As shown in FIG. 6, in a step S608, the second user virtual body part control-setting unit 207 determines whether or not to permit the second user US2 to operate the virtual object. If it is determined in the step S608 that the operation of the virtual object is permitted, the process proceeds to a step S609. On the other hand, if it is determined in the step S608 that the operation of the virtual object is not permitted, the present process is terminated.

In the step S609, in a case where the second user US2 has operated the virtual object, the second user virtual body part-displaying unit 208 generates a mixed image on which a result of the operation is reflected, and displays the generated mixed image on the display section 107. Note that information on e.g. vibration generated by the second user US2 operating the virtual object is fed back and can be shared by the first user US1.

FIG. 9 is a flowchart of a process performed by the second video processing apparatus.

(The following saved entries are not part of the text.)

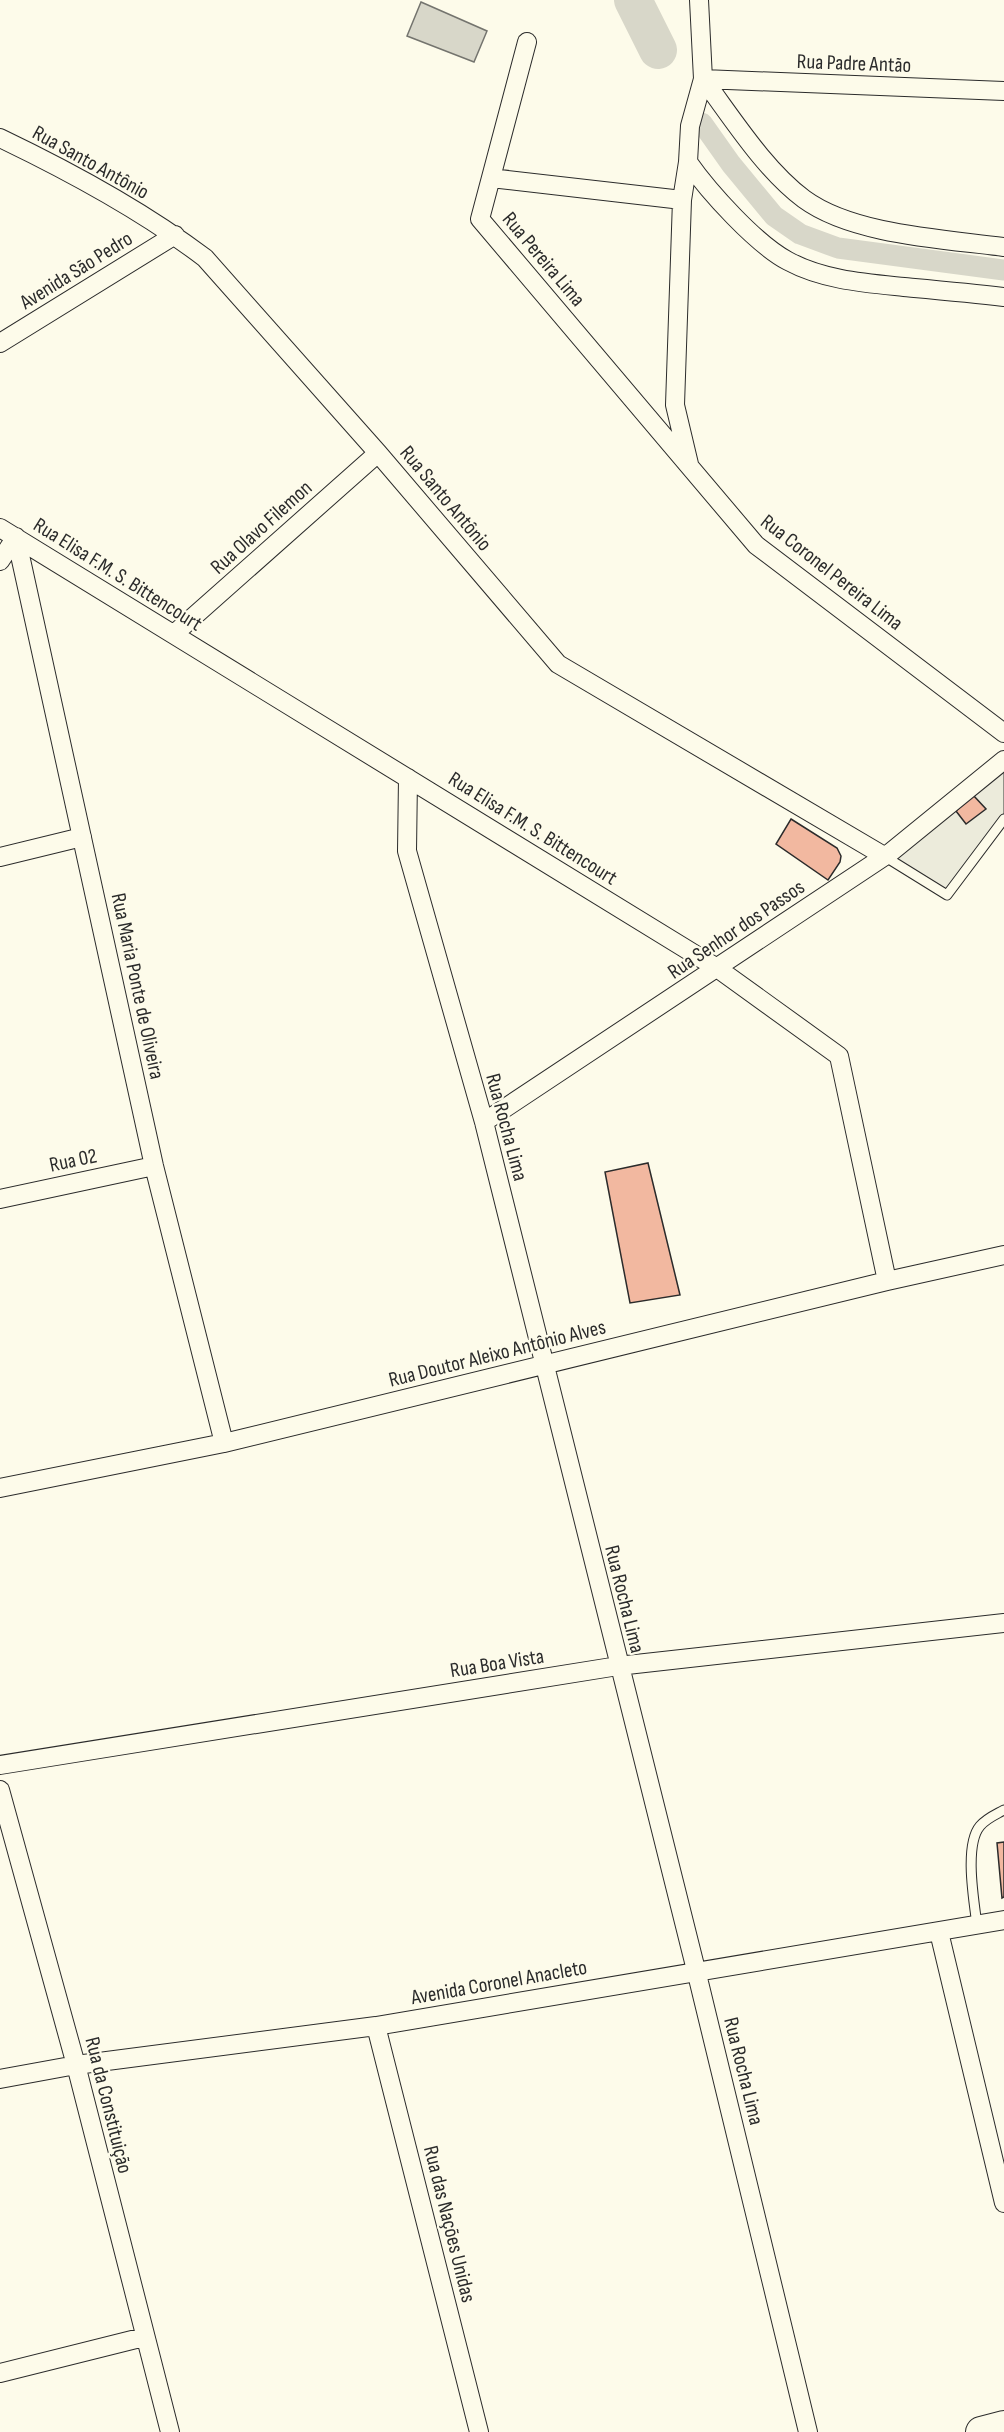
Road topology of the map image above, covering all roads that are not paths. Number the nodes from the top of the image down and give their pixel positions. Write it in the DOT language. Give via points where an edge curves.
graph roads {
  1 [pos="699,0"];
  2 [pos="527,42"];
  3 [pos="703,80"];
  4 [pos="1004,91"];
  5 [pos="0,138"];
  6 [pos="688,162"];
  7 [pos="491,178"];
  8 [pos="682,200"];
  9 [pos="175,235"];
  10 [pos="1004,247"];
  11 [pos="1004,297"];
  12 [pos="0,343"];
  13 [pos="378,453"];
  14 [pos="690,468"];
  15 [pos="8,533"];
  16 [pos="0,561"];
  17 [pos="174,634"];
  18 [pos="1004,733"];
  19 [pos="1004,760"];
  20 [pos="408,778"];
  21 [pos="1004,819"];
  22 [pos="82,837"];
  23 [pos="884,856"];
  24 [pos="0,857"];
  25 [pos="717,968"];
  26 [pos="484,1122"];
  27 [pos="154,1166"];
  28 [pos="0,1199"];
  29 [pos="1004,1255"];
  30 [pos="887,1281"];
  31 [pos="544,1365"];
  32 [pos="224,1443"];
  33 [pos="0,1488"];
  34 [pos="1004,1623"];
  35 [pos="618,1666"];
  36 [pos="0,1765"];
  37 [pos="0,1790"];
  38 [pos="1004,1810"];
  39 [pos="1004,1920"];
  40 [pos="977,1925"];
  41 [pos="939,1932"];
  42 [pos="696,1970"];
  43 [pos="376,2026"];
  44 [pos="76,2065"];
  45 [pos="0,2079"];
  46 [pos="1004,2203"];
  47 [pos="144,2337"];
  48 [pos="0,2373"];
  49 [pos="1004,2426"];
  50 [pos="170,2432"];
  51 [pos="480,2432"];
  52 [pos="808,2432"];
  53 [pos="981,2432"];
  1 -- 3 [label="street, Rua Coronel Pereira Lima"];
  2 -- 7 [label="street, Rua Pereira Lima"];
  3 -- 4 [label="street, Rua Padre Antão"];
  3 -- 6 [label="street, Rua Coronel Pereira Lima" via="690,126"];
  3 -- 10 [label="street" via="773,170 805,199 836,216 888,231"];
  5 -- 9 [label="street, Rua Santo Antônio" via="46,160"];
  6 -- 8 [label="street, Rua Coronel Pereira Lima"];
  6 -- 11 [label="street" via="705,186 757,238 787,261 814,273"];
  7 -- 8 [label="street"];
  7 -- 14 [label="street, Rua Pereira Lima" via="480,219"];
  8 -- 14 [label="street, Rua Coronel Pereira Lima" via="675,405"];
  9 -- 12 [label="street, Avenida São Pedro"];
  9 -- 13 [label="street, Rua Santo Antônio" via="205,258"];
  13 -- 17 [label="street, Rua Olavo Filemon"];
  13 -- 23 [label="street, Rua Santo Antônio" via="558,664"];
  14 -- 18 [label="street, Rua Coronel Pereira Lima" via="756,545"];
  15 -- 16 [label="street"];
  15 -- 17 [label="street, Rua Elisa F.M. S. Bittencourt"];
  15 -- 22 [label="street, Rua Maria Ponte de Oliveira"];
  17 -- 20 [label="street, Rua Elisa F.M. S. Bittencourt"];
  19 -- 23 [label="street, Rua Senhor dos Passos"];
  20 -- 25 [label="street, Rua Elisa F.M. S. Bittencourt"];
  20 -- 26 [label="street, Rua Rocha Lima" via="407,851"];
  21 -- 23 [label="lane" via="946,895"];
  22 -- 24 [label="street"];
  22 -- 27 [label="street, Rua Maria Ponte de Oliveira"];
  23 -- 25 [label="street, Rua Senhor dos Passos"];
  25 -- 26 [label="street, Rua Senhor dos Passos"];
  25 -- 30 [label="street, Rua Elisa F.M. S. Bittencourt" via="839,1056"];
  26 -- 31 [label="street, Rua Rocha Lima"];
  27 -- 28 [label="street, Rua 02"];
  27 -- 32 [label="street, Rua Maria Ponte de Oliveira"];
  29 -- 30 [label="street, Rua Doutor Aleixo Antônio Alves"];
  30 -- 31 [label="street, Rua Doutor Aleixo Antônio Alves"];
  31 -- 32 [label="street, Rua Doutor Aleixo Antônio Alves"];
  31 -- 35 [label="street, Rua Rocha Lima"];
  32 -- 33 [label="street, Rua Doutor Aleixo Antônio Alves"];
  34 -- 35 [label="street, Rua Boa Vista"];
  35 -- 36 [label="street, Rua Boa Vista"];
  35 -- 42 [label="street, Rua Rocha Lima"];
  37 -- 44 [label="street, Rua da Constituição"];
  38 -- 40 [label="lane" via="978,1828 970,1864"];
  39 -- 40 [label="street, Avenida Coronel Anacleto"];
  40 -- 41 [label="street, Avenida Coronel Anacleto"];
  41 -- 42 [label="street, Avenida Coronel Anacleto"];
  41 -- 46 [label="street"];
  42 -- 43 [label="street, Avenida Coronel Anacleto"];
  42 -- 52 [label="street, Rua Rocha Lima"];
  43 -- 44 [label="street, Avenida Coronel Anacleto"];
  43 -- 51 [label="street, Rua das Nações Unidas"];
  44 -- 45 [label="street, Avenida Coronel Anacleto"];
  44 -- 47 [label="street, Rua da Constituição"];
  47 -- 48 [label="street"];
  47 -- 50 [label="street, Rua da Constituição"];
  49 -- 53 [label="main road"];
}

The program of the process in FIG. 9 operates when executed by the CPU 102 of the image processing apparatus 101B.

In a step S701, the first user visual field video reception unit 301 receives the visual field video of the first user US1, which has been transmitted in the step S602, via the communication section 109.

In a step S702, the video display unit 302 displays the first user visual field video received in the step S701, on the display section 107.

In a step S703, the second user tracking information acquisition unit 305 acquires the second user tracking information. The second user tracking information is stored in the RAM 104. When the second user tracking information is acquired, the second user US2 moves his/her arm to operate the operation button 2001 included in the visual field video, while visually recognizing the visual field video of the first user US1, which is displayed on the display section 107 of the image processing apparatus 101B.

In a step S704, the second user tracking information transmission unit 303 transmits the second user tracking information stored in the step S703 to the image processing apparatus 101A via the communication section 109, followed by terminating the present process.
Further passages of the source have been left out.